Thursday, August 23, 2012

Old wealth reborn in new Indonesia

More than a decade after the downfall in 1998 of former Indonesian strongman Suharto, and despite myriad economic reforms aimed at narrowing a yawning wealth gap and creating a more level business playing field, politically connected conglomerates maintain an outsized influence over Southeast Asia's largest economy. 

A list of Indonesia's 150 richest businesspeople published this year by Globe Asia magazine showed that a handful of family businesses linked to the former dictator are still dominant, despite the country's growing integration in the global economy and rising foreign investor interest in its local markets and natural resources.
A sustained boom in global commodity prices has given many conglomerates a new lease on corporate life. Many of them have

successfully diversified or expanded into the mining and agriculture sectors that have benefited from booming exports to China, including in palm oil, coal, and metals. Many of the country's top business families have now seen their fortunes vacillate wildly from rags-to-riches-to-rags-to-riches. 
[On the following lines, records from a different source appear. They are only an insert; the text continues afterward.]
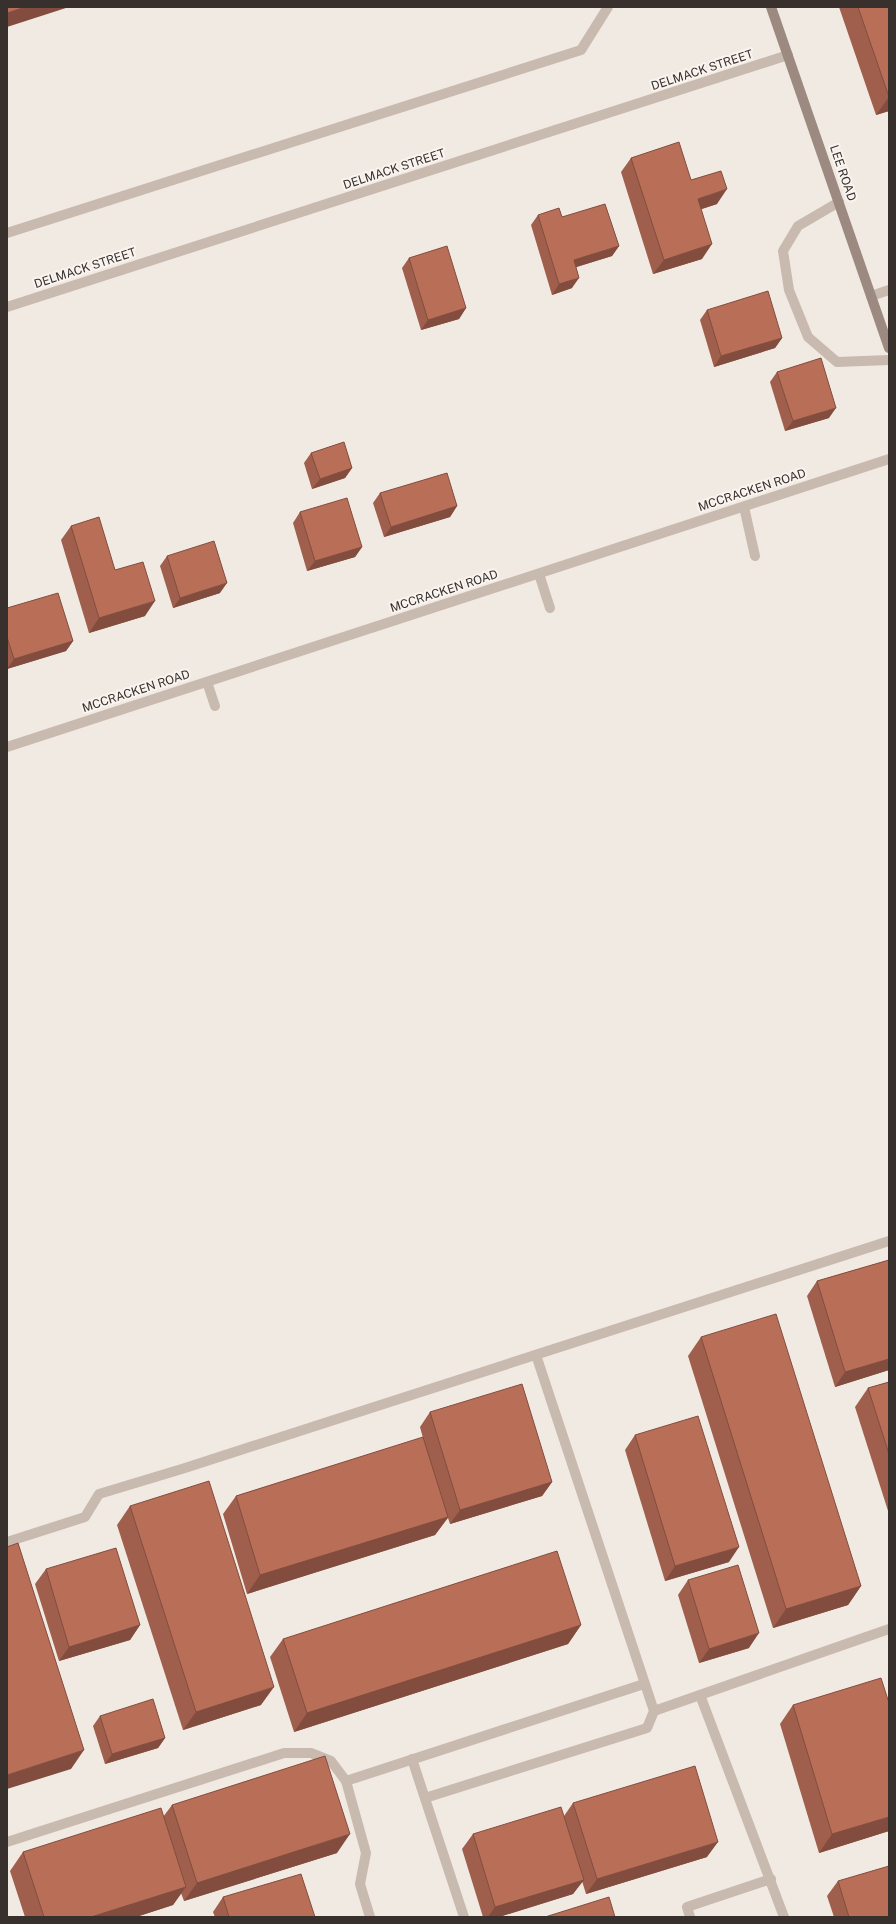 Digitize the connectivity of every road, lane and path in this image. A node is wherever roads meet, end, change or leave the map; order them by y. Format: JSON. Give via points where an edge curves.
{"nodes":[{"id":1,"x":608,"y":7,"type":"edge"},
{"id":2,"x":771,"y":7,"type":"edge"},
{"id":3,"x":788,"y":55,"type":"junction"},
{"id":4,"x":838,"y":202,"type":"junction"},
{"id":5,"x":7,"y":233,"type":"edge"},
{"id":6,"x":889,"y":290,"type":"edge"},
{"id":7,"x":871,"y":296,"type":"junction"},
{"id":8,"x":7,"y":307,"type":"edge"},
{"id":9,"x":889,"y":348,"type":"edge"},
{"id":10,"x":889,"y":360,"type":"edge"},
{"id":11,"x":889,"y":459,"type":"edge"},
{"id":12,"x":744,"y":507,"type":"junction"},
{"id":13,"x":756,"y":556,"type":"dead end"},
{"id":14,"x":540,"y":574,"type":"junction"},
{"id":15,"x":550,"y":608,"type":"dead end"},
{"id":16,"x":207,"y":682,"type":"junction"},
{"id":17,"x":215,"y":706,"type":"dead end"},
{"id":18,"x":7,"y":747,"type":"edge"},
{"id":19,"x":889,"y":1241,"type":"edge"},
{"id":20,"x":536,"y":1355,"type":"junction"},
{"id":21,"x":7,"y":1542,"type":"edge"},
{"id":22,"x":889,"y":1629,"type":"edge"},
{"id":23,"x":644,"y":1684,"type":"junction"},
{"id":24,"x":700,"y":1695,"type":"junction"},
{"id":25,"x":654,"y":1711,"type":"junction"},
{"id":26,"x":412,"y":1759,"type":"junction"},
{"id":27,"x":346,"y":1781,"type":"junction"},
{"id":28,"x":424,"y":1798,"type":"junction"},
{"id":29,"x":7,"y":1842,"type":"edge"},
{"id":30,"x":771,"y":1879,"type":"junction"},
{"id":31,"x":370,"y":1917,"type":"edge"},
{"id":32,"x":464,"y":1917,"type":"edge"},
{"id":33,"x":690,"y":1917,"type":"edge"},
{"id":34,"x":784,"y":1917,"type":"edge"}],
"edges":[{"from":1,"to":5,"type":"street","via":[[581,50]]},
{"from":2,"to":3,"type":"main road","name":"LEE ROAD"},
{"from":3,"to":4,"type":"main road","name":"LEE ROAD"},
{"from":3,"to":8,"type":"street","name":"DELMACK STREET"},
{"from":4,"to":7,"type":"main road","name":"LEE ROAD"},
{"from":4,"to":10,"type":"street","via":[[798,226],[783,251],[788,290],[808,337],[836,362]]},
{"from":6,"to":7,"type":"street"},
{"from":7,"to":9,"type":"main road","name":"LEE ROAD"},
{"from":11,"to":12,"type":"street","name":"MCCRACKEN ROAD"},
{"from":12,"to":13,"type":"street"},
{"from":12,"to":14,"type":"street","name":"MCCRACKEN ROAD"},
{"from":14,"to":15,"type":"street"},
{"from":14,"to":16,"type":"street","name":"MCCRACKEN ROAD"},
{"from":16,"to":17,"type":"street"},
{"from":16,"to":18,"type":"street","name":"MCCRACKEN ROAD"},
{"from":19,"to":20,"type":"street"},
{"from":20,"to":21,"type":"street","via":[[99,1494],[85,1517]]},
{"from":20,"to":23,"type":"street"},
{"from":22,"to":24,"type":"street"},
{"from":23,"to":25,"type":"street"},
{"from":23,"to":26,"type":"street"},
{"from":24,"to":25,"type":"street"},
{"from":24,"to":30,"type":"street"},
{"from":25,"to":28,"type":"street","via":[[647,1728]]},
{"from":26,"to":27,"type":"street"},
{"from":26,"to":28,"type":"street"},
{"from":27,"to":29,"type":"street","via":[[331,1761],[311,1753],[284,1753]]},
{"from":27,"to":31,"type":"street","via":[[366,1853],[360,1884]]},
{"from":28,"to":32,"type":"street"},
{"from":30,"to":33,"type":"street","via":[[687,1907]]},
{"from":30,"to":34,"type":"street"}]}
Topping Globe Asia's recent wealth list was Suharto-era tycoon Eka Tjipta Widjaja, whose Sinar Mas Group empire now sprawls across industries as diverse as pulp and paper, real estate, banking and finance, agribusiness, telecommunications and mining. His personal wealth was estimated at a whopping US$12.5 billion. 

The Salim Group, Indonesia's largest conglomerate now under the leadership of recently deceased founder Liem Sioe Liong's son, Anthony Salim, cigarette tycoon Robert Budi Hartono's Djarum Group, Susilo Wonowidjojo's Gudang Garam Group and Aburizal Bakrie of the Bakrie Group - all companies established under Suharto's patronage - were represented prominently on Globe Asia's wealth list. 
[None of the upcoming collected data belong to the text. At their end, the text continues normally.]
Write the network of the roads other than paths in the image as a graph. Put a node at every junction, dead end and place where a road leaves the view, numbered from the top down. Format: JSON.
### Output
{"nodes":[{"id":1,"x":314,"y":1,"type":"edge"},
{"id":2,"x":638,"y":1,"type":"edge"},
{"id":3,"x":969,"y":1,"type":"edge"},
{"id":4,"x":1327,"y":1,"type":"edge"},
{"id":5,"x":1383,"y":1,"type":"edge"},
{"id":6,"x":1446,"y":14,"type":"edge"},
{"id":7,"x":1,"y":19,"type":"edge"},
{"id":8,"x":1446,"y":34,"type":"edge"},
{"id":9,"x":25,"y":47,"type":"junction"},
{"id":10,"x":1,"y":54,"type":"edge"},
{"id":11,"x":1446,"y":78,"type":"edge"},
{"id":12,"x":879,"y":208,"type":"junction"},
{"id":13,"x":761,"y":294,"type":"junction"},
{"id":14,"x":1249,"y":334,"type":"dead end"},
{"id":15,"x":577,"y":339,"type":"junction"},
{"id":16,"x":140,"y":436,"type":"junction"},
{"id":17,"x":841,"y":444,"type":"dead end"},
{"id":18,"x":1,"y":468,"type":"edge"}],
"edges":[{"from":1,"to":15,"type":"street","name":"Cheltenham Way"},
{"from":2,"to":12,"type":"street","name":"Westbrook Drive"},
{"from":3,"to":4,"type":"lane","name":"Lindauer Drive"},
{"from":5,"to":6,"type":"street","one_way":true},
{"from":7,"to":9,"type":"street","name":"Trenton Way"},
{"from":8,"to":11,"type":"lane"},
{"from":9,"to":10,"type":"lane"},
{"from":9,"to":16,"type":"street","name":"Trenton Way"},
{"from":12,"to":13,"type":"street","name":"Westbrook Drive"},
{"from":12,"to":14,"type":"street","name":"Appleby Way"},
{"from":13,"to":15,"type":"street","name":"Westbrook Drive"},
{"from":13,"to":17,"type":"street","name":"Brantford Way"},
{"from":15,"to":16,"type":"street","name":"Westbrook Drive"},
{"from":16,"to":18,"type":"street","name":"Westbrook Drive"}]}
Wealth-X, a global intelligence and wealth due diligence firm, estimated in its latest Indonesia country report that 775 individuals in Indonesia are worth more than US$30 million, a statistic that underscores the country's still yawning wealth gap. Out of those 775 high net worth individuals, at least 41 had two or more family members on the Globe Asia list. 
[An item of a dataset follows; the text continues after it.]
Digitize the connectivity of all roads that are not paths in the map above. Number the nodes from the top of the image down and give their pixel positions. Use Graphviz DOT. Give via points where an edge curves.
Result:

The top tier 25 were all worth more than $1 billion, with at least five having two or more family members on the list, including Djarum Group's Hartono, Sinar Mas's Widjaja, and Murdaya Widyawimarta, founder of the Central Cipta Murdaya conglomerate. The list showed clearly that wealth remains highly concentrated among a small number of families involved in diversified business conglomerates. 

Many of them have made extraordinary financial comebacks, recovering lost wealth amid political and economic tumult. When the 1997-98 Asian financial crisis hit, many financial analysts predicted that Indonesia's conglomerates would collapse under the weight of their debts. As the rupiah plunged from 2,400 to 14,000 to the US dollar within a calendar year, by July 1998 several conglomerates that depended on bank loans for their working capital and business expansions were technically bankrupt. 

Marleen Dieleman, senior researcher at the National University of Singapore (NUS) Business School, said that while all Indonesian businesses were severely hit by the financial crisis, conglomerates, especially those owned by ethnic Chinese, faced twin crises. With their outsized wealth and political connections, they were seen by many Indonesians as symbols of the excess and corruption that epitomized Suharto's fallen regime, she said. 

When violence targeted Chinese minorities in Jakarta, mobs set fire to the Salim family's private residence. People demonstrated on the capital's streets carrying Liem's portrait and their Bank Central Asia (BCA), the biggest privately owned bank in Indonesia with two of Suharto's children on its supervisory board, suffered a run on deposits. The group ultimately lost most of their assets and Liem fled the country for the safety of majority Chinese neighboring Singapore. 

Usman Admadjaya, owner of Bank Danamon, saw his indebted financial institution eventually sold to Singapore's DBS and Germany's Deutsche Bank. He was later banned from leaving the country and faced prosecution for bribing officials to gain access to central bank financing. Timber baron and close Suharto crony Bob Hasan was forced to forfeit his monopoly concessions and eventually was jailed for fraud worth $75 million. 

Other conglomerates struggled for years to repay international and domestic debts. Barito Pacific, the Pangestu family-owned conglomerate engaged in petrochemicals, wood manufacturing, property and plantations, at the height of the crisis defaulted on 8.4 trillion rupiah (then around US$600 million) worth of loans. The Bakrie Group at one point owed 6 trillion rupiah to state-owned banks but has re-emerged as one of the country's most influential players in the country's lucrative energy and mining sectors. 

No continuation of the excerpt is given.